Suppose the fixed points are A, at (x_1,y_1), and B, at (x_2, y_2). We're given that the distance of point P, at (x,y), from points A and B is in a fixed ratio, i.e. AP/BP = k, where k is not 1. We can say then that
\[AP=kBP\]
AP's length is
\[\sqrt{(x-x_1)^2+(y-y_1)^2}\]
and BP's length is
\[\sqrt{(x-x_2)^2+(y-y_2)^2}\]
So we have
\begin{eqnarray*}
\sqrt{(x-x_1)^2+(y-y_1)^2}&=&k\sqrt{(x-x_2)^2+(y-y_2)^2} \\
(x-x_1)^2+(y-y_1)^2&=&k^2((x-x_2)^2+(y-y_2)^2) \\
x^2-2xx_1+x_1^2+y_2-2yy_1+y_1^2&=&k^2(x^2-2xx_2+x_2^2+y^2-2yy_2+y_2^2) \\
x^2-2xx_1+x_1^2+y_2-2yy_1+y_1^2&=&k^2x^2-2k^2xx_2+k^2x_2^2+k^2y^2-2k^2yy_2+k^2y_2^2
\end{eqnarray*}
to be continued

Answer 9

i solved by that method, but i wanna know the synthetic geometrical proof.

Answer 10

so you know the answer by this method and you want a construction diagram?

Answer 11

yes, exactly. can u help me, please?

Answer 12

constructing this would be a bit difficult seeing as the radius of the resulting circle is quite a complicated expression, and so are the coordinates of the centre of the circle.

Answer 13

ok, i will b happy if anyone answers this. thanx 4 ur co-operation

Answer 14

if you want I can finish my algebraic argument.
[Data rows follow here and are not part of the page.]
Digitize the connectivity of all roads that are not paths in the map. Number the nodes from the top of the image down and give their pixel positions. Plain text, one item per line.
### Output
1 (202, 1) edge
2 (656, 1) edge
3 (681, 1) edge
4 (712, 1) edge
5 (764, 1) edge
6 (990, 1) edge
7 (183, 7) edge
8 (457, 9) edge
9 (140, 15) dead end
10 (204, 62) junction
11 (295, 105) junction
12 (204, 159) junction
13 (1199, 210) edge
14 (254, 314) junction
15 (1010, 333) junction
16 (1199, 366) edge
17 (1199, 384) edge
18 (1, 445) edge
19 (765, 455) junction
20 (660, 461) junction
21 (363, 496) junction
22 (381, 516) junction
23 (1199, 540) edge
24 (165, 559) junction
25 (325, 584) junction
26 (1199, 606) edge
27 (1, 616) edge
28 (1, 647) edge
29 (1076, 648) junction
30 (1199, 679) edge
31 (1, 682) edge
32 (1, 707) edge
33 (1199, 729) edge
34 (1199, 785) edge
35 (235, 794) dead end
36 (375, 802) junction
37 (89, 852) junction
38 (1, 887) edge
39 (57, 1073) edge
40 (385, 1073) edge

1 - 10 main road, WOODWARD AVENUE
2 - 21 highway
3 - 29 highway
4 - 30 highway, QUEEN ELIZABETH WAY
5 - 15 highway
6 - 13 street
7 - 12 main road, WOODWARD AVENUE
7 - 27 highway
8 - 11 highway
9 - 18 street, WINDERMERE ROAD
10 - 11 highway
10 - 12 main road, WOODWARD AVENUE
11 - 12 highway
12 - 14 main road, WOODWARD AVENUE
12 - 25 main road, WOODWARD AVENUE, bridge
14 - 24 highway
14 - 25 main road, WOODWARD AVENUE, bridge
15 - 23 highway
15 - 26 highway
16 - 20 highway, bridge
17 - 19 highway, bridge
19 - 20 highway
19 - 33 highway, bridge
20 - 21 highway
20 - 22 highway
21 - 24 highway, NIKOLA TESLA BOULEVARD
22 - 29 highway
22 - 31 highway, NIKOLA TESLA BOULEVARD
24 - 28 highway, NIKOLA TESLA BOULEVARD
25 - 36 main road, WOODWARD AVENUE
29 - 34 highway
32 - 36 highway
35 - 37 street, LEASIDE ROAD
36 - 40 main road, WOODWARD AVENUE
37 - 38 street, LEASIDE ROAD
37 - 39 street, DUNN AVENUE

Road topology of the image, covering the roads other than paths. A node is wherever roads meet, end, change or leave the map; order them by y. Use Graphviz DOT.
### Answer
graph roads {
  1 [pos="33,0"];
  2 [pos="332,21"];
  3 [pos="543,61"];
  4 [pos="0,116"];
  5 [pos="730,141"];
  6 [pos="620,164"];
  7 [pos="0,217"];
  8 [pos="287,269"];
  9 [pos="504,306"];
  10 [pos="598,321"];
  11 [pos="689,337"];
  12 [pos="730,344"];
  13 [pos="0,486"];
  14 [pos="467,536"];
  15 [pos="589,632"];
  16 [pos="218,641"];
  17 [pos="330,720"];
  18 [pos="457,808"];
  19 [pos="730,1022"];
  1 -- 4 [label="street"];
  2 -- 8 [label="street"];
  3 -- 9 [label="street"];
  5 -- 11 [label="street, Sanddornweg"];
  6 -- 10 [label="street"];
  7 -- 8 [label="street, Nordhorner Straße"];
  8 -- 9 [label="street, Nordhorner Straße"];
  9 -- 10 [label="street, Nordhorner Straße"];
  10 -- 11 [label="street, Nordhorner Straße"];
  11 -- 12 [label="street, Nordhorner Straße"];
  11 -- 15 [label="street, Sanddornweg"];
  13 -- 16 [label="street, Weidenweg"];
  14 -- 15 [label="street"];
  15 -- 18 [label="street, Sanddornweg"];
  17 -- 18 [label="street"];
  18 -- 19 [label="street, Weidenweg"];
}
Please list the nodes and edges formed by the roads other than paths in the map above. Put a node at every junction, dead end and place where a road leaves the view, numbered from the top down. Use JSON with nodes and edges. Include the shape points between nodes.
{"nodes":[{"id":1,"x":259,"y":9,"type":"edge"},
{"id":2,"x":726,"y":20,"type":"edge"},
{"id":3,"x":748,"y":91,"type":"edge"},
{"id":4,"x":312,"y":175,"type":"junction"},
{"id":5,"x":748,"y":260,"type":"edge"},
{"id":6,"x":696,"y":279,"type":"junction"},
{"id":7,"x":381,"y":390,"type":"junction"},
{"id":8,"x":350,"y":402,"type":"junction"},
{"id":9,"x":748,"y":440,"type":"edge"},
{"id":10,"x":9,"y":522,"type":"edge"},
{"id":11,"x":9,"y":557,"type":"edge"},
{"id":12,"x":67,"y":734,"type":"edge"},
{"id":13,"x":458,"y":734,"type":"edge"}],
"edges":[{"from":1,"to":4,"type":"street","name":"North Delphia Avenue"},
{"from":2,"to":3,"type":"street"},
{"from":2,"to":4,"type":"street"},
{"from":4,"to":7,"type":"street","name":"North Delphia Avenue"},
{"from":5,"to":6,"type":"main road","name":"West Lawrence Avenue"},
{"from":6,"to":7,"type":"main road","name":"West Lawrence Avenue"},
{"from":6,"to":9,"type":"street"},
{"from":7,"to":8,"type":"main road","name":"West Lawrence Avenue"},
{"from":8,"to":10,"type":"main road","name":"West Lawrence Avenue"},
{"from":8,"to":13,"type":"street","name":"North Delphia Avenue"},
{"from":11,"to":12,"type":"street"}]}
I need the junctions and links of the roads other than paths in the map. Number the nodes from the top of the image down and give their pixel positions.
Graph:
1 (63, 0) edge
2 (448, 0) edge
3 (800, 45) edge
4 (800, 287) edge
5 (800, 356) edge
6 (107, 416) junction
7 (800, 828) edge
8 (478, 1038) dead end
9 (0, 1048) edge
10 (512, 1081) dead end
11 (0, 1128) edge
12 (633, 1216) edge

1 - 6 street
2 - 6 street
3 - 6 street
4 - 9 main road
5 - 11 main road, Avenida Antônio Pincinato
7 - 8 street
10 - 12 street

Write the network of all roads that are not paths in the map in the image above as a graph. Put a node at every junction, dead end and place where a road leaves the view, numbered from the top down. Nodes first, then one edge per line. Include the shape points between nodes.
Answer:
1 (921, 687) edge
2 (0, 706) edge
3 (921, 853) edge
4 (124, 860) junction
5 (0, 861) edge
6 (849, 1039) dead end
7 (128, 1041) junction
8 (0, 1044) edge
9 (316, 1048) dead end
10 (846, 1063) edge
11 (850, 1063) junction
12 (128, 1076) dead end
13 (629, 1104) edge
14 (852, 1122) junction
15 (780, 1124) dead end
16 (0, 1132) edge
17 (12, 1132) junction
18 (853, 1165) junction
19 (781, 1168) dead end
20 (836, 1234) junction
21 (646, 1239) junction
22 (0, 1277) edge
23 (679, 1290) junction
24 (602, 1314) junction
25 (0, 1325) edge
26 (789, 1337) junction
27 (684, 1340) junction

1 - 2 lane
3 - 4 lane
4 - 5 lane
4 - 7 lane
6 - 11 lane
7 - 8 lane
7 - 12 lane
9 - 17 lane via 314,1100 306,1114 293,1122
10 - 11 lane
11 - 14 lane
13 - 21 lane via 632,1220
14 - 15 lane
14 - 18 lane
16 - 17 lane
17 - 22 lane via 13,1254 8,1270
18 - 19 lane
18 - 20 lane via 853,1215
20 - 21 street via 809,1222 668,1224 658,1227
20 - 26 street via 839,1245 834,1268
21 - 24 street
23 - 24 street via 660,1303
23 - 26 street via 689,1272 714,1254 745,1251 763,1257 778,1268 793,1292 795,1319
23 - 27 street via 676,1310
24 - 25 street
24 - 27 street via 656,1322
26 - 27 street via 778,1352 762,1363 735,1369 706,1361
It has a subtle trick at a certain step.

Answer 15

certainly, you can do. i can verify my process

Answer 16

Part 2:
\[(1-k^2)x^2-2x(x_1-k^2x_2)+(x_1^2-k^2x_2^2)+(1-k^2)y_2^2-2y(y_1-k^2y_2)+(y_1^2-k^2y_2^2)=0\]
\[x^2-\frac{2(x_1-k^2x_2)}{1-k^2}+\frac{x_1^2-k^2x_2^2}{1-k^2}+y^2-\frac{2(y_1-k^2y_2)}{1-k^2}+\frac{y_1^2-k^2y_2^2}{1-k^2}=0\]
We consider
\[x^2-\frac{2(x_1-k^2x_2)}{1-k^2}+\frac{x_1^2-k^2x_2^2}{1-k^2}\]
only; the other three terms would be transformed in exactly the same way. Completing the square of the term, we get:
\[x^2-\frac{2(x_1-k^2x_2)}{1-k^2}+\Big(\frac{x_1-k^2x_2}{1-k^2}\Big)^2+\frac{x_1^2-k^2x_2^2}{1-k^2}-\Big(\frac{x_1-k^2x_2}{1-k^2}\Big)^2\]
\[=\Big(x-\frac{x_1-k^2x_2}{1-k^2}\Big)^2+\Big(\frac{x_1^2-k^2x_2^2}{1-k^2}-\Big(\frac{x_1-k^2x_2}{1-k^2}\Big)^2\Big)\]
Combining this with the other one, we get
\[(x-a)^2+(y-b)^2=r^2\]
where
\begin{eqnarray*}
a&=&\frac{x_1-k^2x_2}{1-k^2} \\
b&=&\frac{y_1-k^2y_2}{1-k^2} \\
r^2&=&\Big(\frac{x_1^2-k^2x_2^2}{k^2-1}-\Big(\frac{x_1-k^2x_2}{k^2-1}\Big)^2\Big)+\Big(\frac{y_1^2-k^2y_2^2}{k^2-1}-\Big(\frac{y_1-k^2y_2}{k^2-1}\Big)^2\Big)
\end{eqnarray*}
Notice also that if k=1, the denominator would vanish, which would make the whole argument above fail.